**Material shown:**
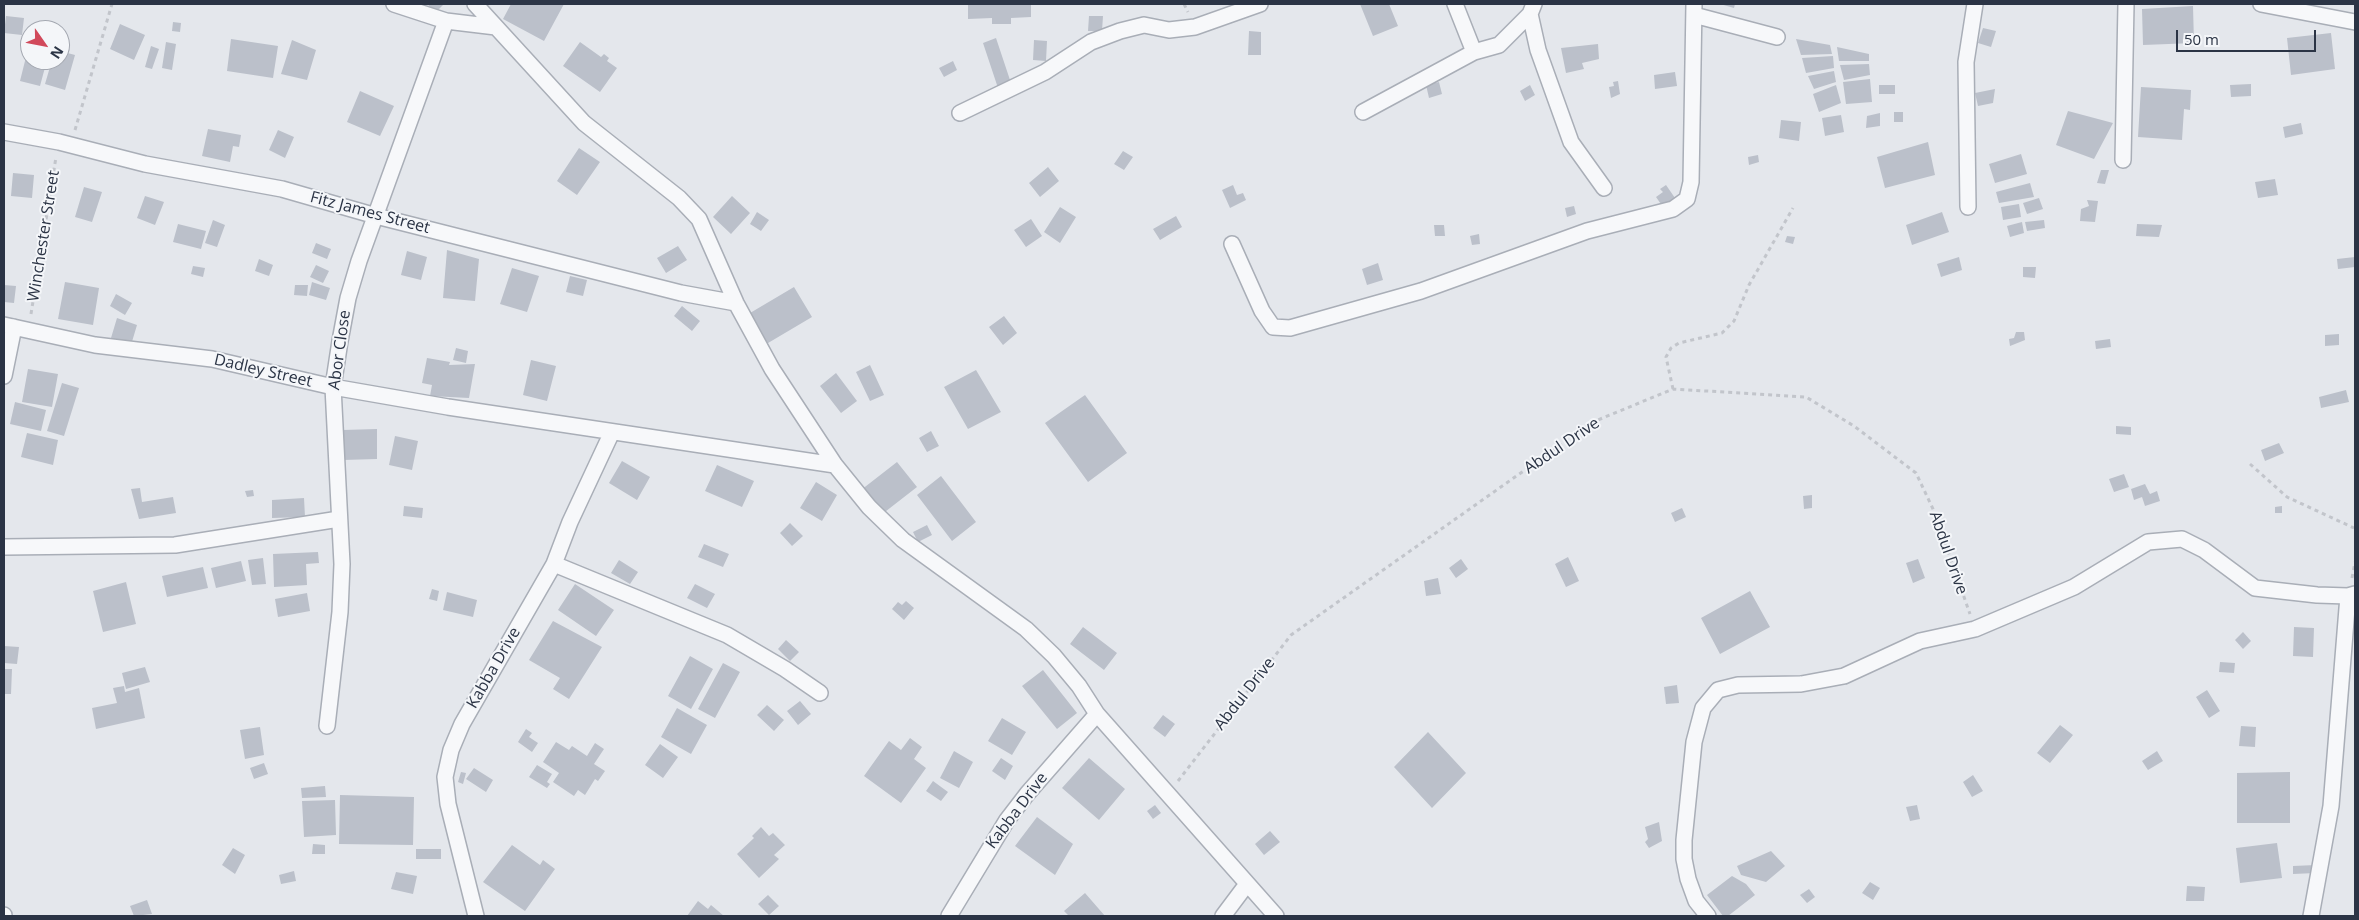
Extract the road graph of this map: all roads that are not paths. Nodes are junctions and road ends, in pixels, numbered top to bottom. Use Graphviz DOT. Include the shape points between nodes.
graph roads {
  1 [pos="394,4"];
  2 [pos="475,4"];
  3 [pos="1260,4"];
  4 [pos="1455,4"];
  5 [pos="1975,4"];
  6 [pos="2126,4"];
  7 [pos="2261,4"];
  8 [pos="1532,9"];
  9 [pos="1694,9"];
  10 [pos="446,21"];
  11 [pos="2355,22"];
  12 [pos="496,27"];
  13 [pos="1777,37"];
  14 [pos="1474,52"];
  15 [pos="1363,112"];
  16 [pos="960,113"];
  17 [pos="4,132"];
  18 [pos="2123,160"];
  19 [pos="1604,188"];
  20 [pos="1968,207"];
  21 [pos="376,216"];
  22 [pos="1232,244"];
  23 [pos="736,302"];
  24 [pos="16,327"];
  25 [pos="4,376"];
  26 [pos="333,387"];
  27 [pos="612,432"];
  28 [pos="835,465"];
  29 [pos="339,519"];
  30 [pos="4,547"];
  31 [pos="554,564"];
  32 [pos="2351,595"];
  33 [pos="820,693"];
  34 [pos="1097,714"];
  35 [pos="327,726"];
  36 [pos="1247,884"];
  37 [pos="476,916"];
  38 [pos="949,916"];
  39 [pos="1223,916"];
  40 [pos="1276,916"];
  41 [pos="1708,916"];
  42 [pos="2311,916"];
  1 -- 10 [label="street"];
  2 -- 12 [label="street"];
  3 -- 16 [label="street" via="1195,27 1168,30 1144,25 1120,31 1091,42 1045,72"];
  4 -- 14 [label="street"];
  5 -- 20 [label="street" via="1966,62"];
  6 -- 18 [label="street"];
  7 -- 11 [label="street"];
  8 -- 14 [label="street" via="1499,45"];
  8 -- 19 [label="street" via="1538,50 1571,142"];
  9 -- 13 [label="street"];
  9 -- 22 [label="street" via="1691,182 1687,198 1673,209 1587,231 1421,292 1290,328 1273,327 1262,311"];
  10 -- 12 [label="street"];
  10 -- 21 [label="street, Abor Close"];
  12 -- 23 [label="street" via="584,123 679,198 699,219"];
  14 -- 15 [label="street"];
  17 -- 21 [label="street, Fitz James Street" via="64,143 145,164 282,189"];
  21 -- 23 [label="street, Fitz James Street" via="681,293"];
  21 -- 26 [label="street, Abor Close" via="348,298"];
  23 -- 28 [label="street" via="772,369"];
  24 -- 25 [label="street"];
  24 -- 26 [label="street, Dadley Street" via="95,345 212,359"];
  26 -- 27 [label="street, Dadley Street"];
  26 -- 29 [label="street, Abor Close"];
  27 -- 28 [label="street, Dadley Street"];
  27 -- 31 [label="street, Kabba Drive"];
  28 -- 34 [label="street" via="869,507 903,540 1026,629 1054,656"];
  29 -- 30 [label="street" via="175,545"];
  29 -- 35 [label="street, Abor Close" via="342,564 340,612"];
  31 -- 33 [label="street" via="727,635"];
  31 -- 37 [label="street, Kabba Drive" via="462,724 451,750 445,777 448,804"];
  32 -- 41 [label="street" via="2255,588 2204,550 2182,539 2148,542 2074,587 1975,629 1920,641 1844,676 1801,684 1738,685 1718,690 1703,708 1694,742 1684,840 1688,879 1696,901"];
  32 -- 42 [label="street" via="2331,806"];
  34 -- 36 [label="street"];
  34 -- 38 [label="street, Kabba Drive" via="1012,813"];
  36 -- 39 [label="street"];
  36 -- 40 [label="street"];
}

**Exercise prompt:** All the lines above must be written out exactly, without a single picture.

**Response box:**
Extract the road graph of this map: all roads that are not paths. Nodes are junctions and road ends, in pixels, numbered top to bottom. Use Graphviz DOT. Include the shape points between nodes.
graph roads {
  1 [pos="394,4"];
  2 [pos="475,4"];
  3 [pos="1260,4"];
  4 [pos="1455,4"];
  5 [pos="1975,4"];
  6 [pos="2126,4"];
  7 [pos="2261,4"];
  8 [pos="1532,9"];
  9 [pos="1694,9"];
  10 [pos="446,21"];
  11 [pos="2355,22"];
  12 [pos="496,27"];
  13 [pos="1777,37"];
  14 [pos="1474,52"];
  15 [pos="1363,112"];
  16 [pos="960,113"];
  17 [pos="4,132"];
  18 [pos="2123,160"];
  19 [pos="1604,188"];
  20 [pos="1968,207"];
  21 [pos="376,216"];
  22 [pos="1232,244"];
  23 [pos="736,302"];
  24 [pos="16,327"];
  25 [pos="4,376"];
  26 [pos="333,387"];
  27 [pos="612,432"];
  28 [pos="835,465"];
  29 [pos="339,519"];
  30 [pos="4,547"];
  31 [pos="554,564"];
  32 [pos="2351,595"];
  33 [pos="820,693"];
  34 [pos="1097,714"];
  35 [pos="327,726"];
  36 [pos="1247,884"];
  37 [pos="476,916"];
  38 [pos="949,916"];
  39 [pos="1223,916"];
  40 [pos="1276,916"];
  41 [pos="1708,916"];
  42 [pos="2311,916"];
  1 -- 10 [label="street"];
  2 -- 12 [label="street"];
  3 -- 16 [label="street" via="1195,27 1168,30 1144,25 1120,31 1091,42 1045,72"];
  4 -- 14 [label="street"];
  5 -- 20 [label="street" via="1966,62"];
  6 -- 18 [label="street"];
  7 -- 11 [label="street"];
  8 -- 14 [label="street" via="1499,45"];
  8 -- 19 [label="street" via="1538,50 1571,142"];
  9 -- 13 [label="street"];
  9 -- 22 [label="street" via="1691,182 1687,198 1673,209 1587,231 1421,292 1290,328 1273,327 1262,311"];
  10 -- 12 [label="street"];
  10 -- 21 [label="street, Abor Close"];
  12 -- 23 [label="street" via="584,123 679,198 699,219"];
  14 -- 15 [label="street"];
  17 -- 21 [label="street, Fitz James Street" via="64,143 145,164 282,189"];
  21 -- 23 [label="street, Fitz James Street" via="681,293"];
  21 -- 26 [label="street, Abor Close" via="348,298"];
  23 -- 28 [label="street" via="772,369"];
  24 -- 25 [label="street"];
  24 -- 26 [label="street, Dadley Street" via="95,345 212,359"];
  26 -- 27 [label="street, Dadley Street"];
  26 -- 29 [label="street, Abor Close"];
  27 -- 28 [label="street, Dadley Street"];
  27 -- 31 [label="street, Kabba Drive"];
  28 -- 34 [label="street" via="869,507 903,540 1026,629 1054,656"];
  29 -- 30 [label="street" via="175,545"];
  29 -- 35 [label="street, Abor Close" via="342,564 340,612"];
  31 -- 33 [label="street" via="727,635"];
  31 -- 37 [label="street, Kabba Drive" via="462,724 451,750 445,777 448,804"];
  32 -- 41 [label="street" via="2255,588 2204,550 2182,539 2148,542 2074,587 1975,629 1920,641 1844,676 1801,684 1738,685 1718,690 1703,708 1694,742 1684,840 1688,879 1696,901"];
  32 -- 42 [label="street" via="2331,806"];
  34 -- 36 [label="street"];
  34 -- 38 [label="street, Kabba Drive" via="1012,813"];
  36 -- 39 [label="street"];
  36 -- 40 [label="street"];
}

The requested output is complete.